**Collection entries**
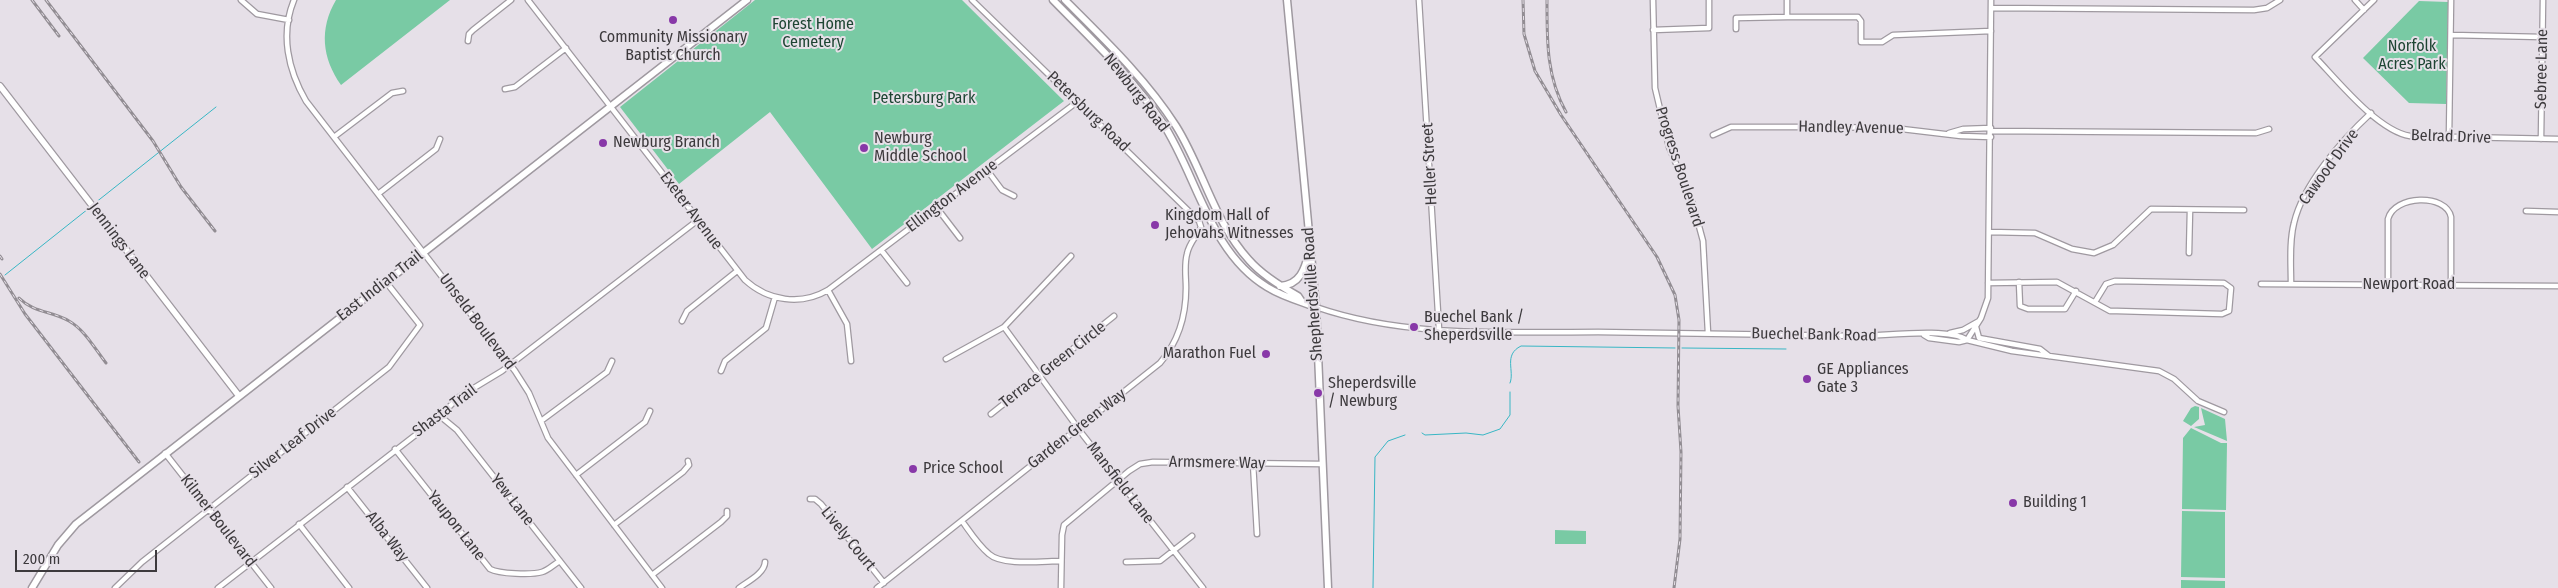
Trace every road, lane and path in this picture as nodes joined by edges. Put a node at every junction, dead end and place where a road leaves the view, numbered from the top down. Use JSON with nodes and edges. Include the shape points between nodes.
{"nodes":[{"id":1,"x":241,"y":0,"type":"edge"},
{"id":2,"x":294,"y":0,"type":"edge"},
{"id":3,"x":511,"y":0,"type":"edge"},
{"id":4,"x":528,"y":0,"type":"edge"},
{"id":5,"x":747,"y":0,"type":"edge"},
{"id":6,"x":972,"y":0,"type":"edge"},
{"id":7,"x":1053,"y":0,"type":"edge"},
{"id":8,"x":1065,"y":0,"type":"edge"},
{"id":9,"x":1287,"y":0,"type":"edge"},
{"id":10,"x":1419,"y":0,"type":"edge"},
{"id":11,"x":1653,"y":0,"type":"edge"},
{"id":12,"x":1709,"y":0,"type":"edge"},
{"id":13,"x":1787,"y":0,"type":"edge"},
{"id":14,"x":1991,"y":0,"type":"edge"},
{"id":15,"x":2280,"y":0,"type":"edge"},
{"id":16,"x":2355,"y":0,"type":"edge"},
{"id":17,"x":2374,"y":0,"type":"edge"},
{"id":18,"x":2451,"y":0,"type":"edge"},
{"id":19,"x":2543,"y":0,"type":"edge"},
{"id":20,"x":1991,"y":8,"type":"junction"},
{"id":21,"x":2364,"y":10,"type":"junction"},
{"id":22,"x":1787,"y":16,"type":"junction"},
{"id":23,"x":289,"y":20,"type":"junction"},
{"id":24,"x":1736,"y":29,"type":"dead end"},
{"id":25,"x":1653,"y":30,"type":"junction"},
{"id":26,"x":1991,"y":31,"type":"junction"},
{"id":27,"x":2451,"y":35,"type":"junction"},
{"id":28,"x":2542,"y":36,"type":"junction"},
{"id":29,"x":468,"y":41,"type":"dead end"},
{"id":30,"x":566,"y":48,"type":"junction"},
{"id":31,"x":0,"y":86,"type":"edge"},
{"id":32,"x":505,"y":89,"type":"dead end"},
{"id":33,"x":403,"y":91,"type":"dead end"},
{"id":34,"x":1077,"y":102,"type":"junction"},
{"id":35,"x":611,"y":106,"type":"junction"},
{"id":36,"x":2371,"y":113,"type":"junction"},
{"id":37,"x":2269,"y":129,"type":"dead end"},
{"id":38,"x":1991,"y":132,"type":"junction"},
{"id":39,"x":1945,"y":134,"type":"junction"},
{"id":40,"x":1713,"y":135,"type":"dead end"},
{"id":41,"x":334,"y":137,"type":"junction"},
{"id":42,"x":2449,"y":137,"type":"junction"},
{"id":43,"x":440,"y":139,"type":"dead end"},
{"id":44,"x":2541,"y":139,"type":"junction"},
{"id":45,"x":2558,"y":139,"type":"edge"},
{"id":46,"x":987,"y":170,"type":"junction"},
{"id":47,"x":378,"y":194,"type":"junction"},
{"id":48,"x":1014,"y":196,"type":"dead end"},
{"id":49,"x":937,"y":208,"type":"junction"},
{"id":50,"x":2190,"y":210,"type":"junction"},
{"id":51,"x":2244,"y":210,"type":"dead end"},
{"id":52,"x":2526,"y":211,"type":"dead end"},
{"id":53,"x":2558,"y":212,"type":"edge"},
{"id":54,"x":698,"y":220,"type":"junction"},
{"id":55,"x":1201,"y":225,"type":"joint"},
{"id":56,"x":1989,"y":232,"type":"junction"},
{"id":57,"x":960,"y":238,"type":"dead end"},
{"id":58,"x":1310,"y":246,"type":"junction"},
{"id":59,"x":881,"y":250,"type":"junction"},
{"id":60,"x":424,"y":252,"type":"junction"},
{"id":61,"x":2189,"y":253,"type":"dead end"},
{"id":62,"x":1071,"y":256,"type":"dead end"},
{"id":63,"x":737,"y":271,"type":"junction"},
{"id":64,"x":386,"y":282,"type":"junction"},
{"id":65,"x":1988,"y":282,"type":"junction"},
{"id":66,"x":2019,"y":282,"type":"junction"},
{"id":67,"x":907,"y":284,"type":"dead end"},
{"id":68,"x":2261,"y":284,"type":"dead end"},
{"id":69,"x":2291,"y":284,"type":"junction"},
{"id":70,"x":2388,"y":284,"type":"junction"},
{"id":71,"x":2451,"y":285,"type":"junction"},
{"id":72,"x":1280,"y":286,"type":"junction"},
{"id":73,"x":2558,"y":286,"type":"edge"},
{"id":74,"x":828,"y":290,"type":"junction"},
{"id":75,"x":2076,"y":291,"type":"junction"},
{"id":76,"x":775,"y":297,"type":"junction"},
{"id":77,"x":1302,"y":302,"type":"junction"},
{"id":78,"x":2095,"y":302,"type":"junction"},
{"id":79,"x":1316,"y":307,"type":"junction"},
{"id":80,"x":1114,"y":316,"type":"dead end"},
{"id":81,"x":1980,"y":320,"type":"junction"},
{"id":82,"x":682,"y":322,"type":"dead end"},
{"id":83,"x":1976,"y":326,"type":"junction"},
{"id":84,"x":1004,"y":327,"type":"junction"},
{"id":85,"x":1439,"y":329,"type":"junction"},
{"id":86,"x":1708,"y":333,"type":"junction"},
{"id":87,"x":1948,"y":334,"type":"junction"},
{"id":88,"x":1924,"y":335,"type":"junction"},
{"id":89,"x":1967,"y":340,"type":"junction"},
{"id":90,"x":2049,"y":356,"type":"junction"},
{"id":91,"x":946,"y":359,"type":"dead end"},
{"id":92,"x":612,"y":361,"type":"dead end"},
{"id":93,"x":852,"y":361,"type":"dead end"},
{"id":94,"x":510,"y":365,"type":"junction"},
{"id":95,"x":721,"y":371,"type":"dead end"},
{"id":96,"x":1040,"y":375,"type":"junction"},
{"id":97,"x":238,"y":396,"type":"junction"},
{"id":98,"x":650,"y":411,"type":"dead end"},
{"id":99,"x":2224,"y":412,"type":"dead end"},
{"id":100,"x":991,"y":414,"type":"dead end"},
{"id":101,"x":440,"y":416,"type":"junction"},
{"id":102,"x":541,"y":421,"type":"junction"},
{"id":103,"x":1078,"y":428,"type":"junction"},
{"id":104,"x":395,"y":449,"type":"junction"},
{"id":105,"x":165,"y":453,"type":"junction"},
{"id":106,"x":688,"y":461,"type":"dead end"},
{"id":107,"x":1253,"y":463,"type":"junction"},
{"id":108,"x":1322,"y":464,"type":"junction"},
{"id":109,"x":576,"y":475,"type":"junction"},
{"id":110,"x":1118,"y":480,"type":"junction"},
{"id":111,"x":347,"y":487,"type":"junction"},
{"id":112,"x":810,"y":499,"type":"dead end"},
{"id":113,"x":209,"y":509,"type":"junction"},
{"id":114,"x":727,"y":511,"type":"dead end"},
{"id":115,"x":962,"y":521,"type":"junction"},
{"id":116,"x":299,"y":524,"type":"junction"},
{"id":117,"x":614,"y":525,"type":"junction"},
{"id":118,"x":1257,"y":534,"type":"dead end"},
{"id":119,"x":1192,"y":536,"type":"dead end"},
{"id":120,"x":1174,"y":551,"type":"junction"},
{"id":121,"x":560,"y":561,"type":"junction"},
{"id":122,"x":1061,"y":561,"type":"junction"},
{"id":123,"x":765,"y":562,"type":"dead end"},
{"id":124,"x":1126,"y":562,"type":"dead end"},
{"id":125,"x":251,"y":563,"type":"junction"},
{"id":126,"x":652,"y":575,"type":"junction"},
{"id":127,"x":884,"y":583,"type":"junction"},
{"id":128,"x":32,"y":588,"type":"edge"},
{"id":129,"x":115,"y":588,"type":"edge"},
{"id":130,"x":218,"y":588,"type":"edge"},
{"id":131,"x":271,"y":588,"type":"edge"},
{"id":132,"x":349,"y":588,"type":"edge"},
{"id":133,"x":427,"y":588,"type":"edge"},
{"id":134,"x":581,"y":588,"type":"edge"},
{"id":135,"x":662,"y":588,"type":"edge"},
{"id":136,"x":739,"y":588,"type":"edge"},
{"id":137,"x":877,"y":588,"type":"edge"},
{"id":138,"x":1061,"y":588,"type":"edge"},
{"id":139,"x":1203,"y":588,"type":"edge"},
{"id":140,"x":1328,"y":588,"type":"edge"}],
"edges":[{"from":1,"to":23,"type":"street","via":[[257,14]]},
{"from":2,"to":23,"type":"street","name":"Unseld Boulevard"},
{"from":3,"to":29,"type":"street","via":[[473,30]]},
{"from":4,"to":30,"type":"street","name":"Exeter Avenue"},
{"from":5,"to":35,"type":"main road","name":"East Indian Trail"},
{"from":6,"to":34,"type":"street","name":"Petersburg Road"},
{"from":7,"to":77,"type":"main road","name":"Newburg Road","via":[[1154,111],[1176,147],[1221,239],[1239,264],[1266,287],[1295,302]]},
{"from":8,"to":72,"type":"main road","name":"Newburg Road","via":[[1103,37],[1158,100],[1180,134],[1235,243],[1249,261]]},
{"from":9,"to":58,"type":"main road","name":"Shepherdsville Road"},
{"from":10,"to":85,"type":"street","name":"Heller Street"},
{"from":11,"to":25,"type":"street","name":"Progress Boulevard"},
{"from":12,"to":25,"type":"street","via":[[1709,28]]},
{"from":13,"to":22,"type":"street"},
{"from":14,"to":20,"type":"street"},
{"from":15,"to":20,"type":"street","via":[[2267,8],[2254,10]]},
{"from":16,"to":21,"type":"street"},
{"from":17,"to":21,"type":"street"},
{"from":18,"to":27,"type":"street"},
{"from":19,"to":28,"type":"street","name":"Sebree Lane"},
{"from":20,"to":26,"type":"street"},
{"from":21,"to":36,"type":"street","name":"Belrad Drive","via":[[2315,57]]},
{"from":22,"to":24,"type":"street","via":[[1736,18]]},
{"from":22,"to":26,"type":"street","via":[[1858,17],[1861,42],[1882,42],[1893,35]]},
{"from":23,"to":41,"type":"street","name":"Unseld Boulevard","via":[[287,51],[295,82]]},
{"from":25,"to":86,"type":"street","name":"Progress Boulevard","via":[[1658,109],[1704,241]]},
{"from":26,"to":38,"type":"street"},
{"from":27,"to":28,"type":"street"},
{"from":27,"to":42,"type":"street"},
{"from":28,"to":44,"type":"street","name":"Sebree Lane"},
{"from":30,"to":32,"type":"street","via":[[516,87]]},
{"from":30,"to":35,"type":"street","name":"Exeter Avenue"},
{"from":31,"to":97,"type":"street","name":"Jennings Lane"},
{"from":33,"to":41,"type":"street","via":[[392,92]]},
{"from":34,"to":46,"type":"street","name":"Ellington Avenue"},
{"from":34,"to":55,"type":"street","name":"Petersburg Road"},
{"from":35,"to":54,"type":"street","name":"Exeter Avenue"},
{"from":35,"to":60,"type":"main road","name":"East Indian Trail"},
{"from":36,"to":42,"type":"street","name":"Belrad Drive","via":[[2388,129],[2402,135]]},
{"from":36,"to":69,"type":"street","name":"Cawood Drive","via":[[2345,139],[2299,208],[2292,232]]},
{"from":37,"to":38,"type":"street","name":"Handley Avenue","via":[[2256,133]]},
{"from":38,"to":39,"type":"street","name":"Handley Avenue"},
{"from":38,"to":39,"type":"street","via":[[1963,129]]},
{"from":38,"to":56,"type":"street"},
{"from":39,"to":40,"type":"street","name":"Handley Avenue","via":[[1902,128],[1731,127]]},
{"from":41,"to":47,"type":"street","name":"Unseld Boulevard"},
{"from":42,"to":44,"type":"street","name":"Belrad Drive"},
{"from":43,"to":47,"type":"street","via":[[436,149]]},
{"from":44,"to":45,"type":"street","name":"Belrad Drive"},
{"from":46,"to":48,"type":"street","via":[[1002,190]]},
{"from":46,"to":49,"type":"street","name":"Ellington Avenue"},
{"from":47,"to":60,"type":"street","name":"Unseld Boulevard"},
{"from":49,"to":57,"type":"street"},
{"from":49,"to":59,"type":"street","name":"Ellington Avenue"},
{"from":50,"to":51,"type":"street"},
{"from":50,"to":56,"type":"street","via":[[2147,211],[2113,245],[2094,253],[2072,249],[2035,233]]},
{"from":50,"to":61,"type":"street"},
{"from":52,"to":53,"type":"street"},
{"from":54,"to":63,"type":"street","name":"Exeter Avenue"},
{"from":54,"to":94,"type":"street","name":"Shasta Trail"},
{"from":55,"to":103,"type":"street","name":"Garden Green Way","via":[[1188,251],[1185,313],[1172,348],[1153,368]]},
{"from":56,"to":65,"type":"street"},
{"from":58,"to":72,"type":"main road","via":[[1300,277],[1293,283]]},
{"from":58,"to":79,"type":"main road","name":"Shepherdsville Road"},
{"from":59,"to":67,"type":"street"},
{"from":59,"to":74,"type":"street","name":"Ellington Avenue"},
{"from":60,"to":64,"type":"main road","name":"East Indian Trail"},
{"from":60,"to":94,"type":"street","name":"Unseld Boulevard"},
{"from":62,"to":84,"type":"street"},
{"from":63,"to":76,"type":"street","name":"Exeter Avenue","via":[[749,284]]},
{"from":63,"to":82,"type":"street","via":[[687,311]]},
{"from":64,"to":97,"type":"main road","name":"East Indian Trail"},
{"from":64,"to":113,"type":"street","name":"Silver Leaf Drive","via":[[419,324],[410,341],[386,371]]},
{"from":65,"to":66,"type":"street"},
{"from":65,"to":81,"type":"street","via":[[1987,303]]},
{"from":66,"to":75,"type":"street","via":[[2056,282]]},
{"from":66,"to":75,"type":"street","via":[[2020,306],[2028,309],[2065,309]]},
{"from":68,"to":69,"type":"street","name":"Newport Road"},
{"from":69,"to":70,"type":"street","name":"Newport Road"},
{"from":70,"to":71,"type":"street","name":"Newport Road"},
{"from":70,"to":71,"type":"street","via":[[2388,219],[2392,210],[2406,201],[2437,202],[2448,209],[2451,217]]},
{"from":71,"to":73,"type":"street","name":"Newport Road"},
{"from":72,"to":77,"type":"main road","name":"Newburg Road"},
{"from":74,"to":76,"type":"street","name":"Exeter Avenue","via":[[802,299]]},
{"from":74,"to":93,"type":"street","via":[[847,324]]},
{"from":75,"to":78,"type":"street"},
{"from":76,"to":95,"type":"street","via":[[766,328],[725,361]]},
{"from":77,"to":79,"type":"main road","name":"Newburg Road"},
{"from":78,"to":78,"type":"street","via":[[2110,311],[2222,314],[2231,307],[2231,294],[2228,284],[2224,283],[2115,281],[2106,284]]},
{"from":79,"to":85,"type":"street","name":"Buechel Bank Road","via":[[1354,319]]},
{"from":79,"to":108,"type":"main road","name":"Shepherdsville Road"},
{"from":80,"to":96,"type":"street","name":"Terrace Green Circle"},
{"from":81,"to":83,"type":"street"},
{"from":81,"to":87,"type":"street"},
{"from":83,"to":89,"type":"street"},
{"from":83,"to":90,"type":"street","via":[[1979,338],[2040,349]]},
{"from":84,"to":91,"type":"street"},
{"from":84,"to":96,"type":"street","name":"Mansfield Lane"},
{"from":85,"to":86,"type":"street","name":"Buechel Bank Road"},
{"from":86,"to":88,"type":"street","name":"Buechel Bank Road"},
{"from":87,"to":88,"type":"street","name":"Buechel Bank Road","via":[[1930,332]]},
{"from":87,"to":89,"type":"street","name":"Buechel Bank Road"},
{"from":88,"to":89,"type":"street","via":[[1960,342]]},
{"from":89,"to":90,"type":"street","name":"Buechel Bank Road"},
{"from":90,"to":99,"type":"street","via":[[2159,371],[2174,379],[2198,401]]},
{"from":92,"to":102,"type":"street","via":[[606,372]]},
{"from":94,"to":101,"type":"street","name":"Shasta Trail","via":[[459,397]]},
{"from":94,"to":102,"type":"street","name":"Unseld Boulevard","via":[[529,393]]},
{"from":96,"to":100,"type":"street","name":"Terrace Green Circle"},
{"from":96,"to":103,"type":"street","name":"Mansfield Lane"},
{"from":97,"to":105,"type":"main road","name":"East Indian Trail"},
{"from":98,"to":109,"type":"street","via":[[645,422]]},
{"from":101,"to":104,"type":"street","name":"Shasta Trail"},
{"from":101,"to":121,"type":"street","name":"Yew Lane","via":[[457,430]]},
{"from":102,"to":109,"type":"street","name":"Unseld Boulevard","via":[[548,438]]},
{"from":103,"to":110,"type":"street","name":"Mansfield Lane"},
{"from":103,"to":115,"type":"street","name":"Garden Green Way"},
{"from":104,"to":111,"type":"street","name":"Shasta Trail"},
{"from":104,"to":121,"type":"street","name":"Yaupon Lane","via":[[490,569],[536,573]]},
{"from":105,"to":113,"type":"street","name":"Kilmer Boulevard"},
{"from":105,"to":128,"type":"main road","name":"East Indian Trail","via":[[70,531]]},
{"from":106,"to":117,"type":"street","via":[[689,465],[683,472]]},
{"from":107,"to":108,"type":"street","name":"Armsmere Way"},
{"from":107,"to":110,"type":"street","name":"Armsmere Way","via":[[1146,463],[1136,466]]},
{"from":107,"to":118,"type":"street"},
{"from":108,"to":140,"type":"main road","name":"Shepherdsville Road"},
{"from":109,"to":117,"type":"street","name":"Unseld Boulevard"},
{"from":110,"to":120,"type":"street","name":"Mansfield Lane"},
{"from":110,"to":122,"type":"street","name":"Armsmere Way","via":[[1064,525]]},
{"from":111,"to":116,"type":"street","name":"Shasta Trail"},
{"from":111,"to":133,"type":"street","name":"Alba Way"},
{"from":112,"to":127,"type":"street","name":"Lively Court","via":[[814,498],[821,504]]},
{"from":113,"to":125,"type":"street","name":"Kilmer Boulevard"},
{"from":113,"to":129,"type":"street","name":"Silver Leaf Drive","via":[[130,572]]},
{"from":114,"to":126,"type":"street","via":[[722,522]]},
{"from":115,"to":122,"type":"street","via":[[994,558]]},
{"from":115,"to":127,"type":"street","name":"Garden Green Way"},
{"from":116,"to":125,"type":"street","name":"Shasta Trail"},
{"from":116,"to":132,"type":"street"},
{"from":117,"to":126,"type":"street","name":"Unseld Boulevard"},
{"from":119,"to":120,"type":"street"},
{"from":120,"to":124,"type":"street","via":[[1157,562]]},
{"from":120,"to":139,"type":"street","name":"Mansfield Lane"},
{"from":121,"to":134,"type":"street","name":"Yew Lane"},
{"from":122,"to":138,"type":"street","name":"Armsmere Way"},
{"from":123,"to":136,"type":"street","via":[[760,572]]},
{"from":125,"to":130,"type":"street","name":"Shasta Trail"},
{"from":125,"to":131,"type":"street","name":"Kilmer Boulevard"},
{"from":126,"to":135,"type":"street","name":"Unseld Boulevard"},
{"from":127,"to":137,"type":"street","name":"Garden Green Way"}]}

**What is required**
Find how many lines of the entries contain "Drive". Respond with the number only.

**Task result**
7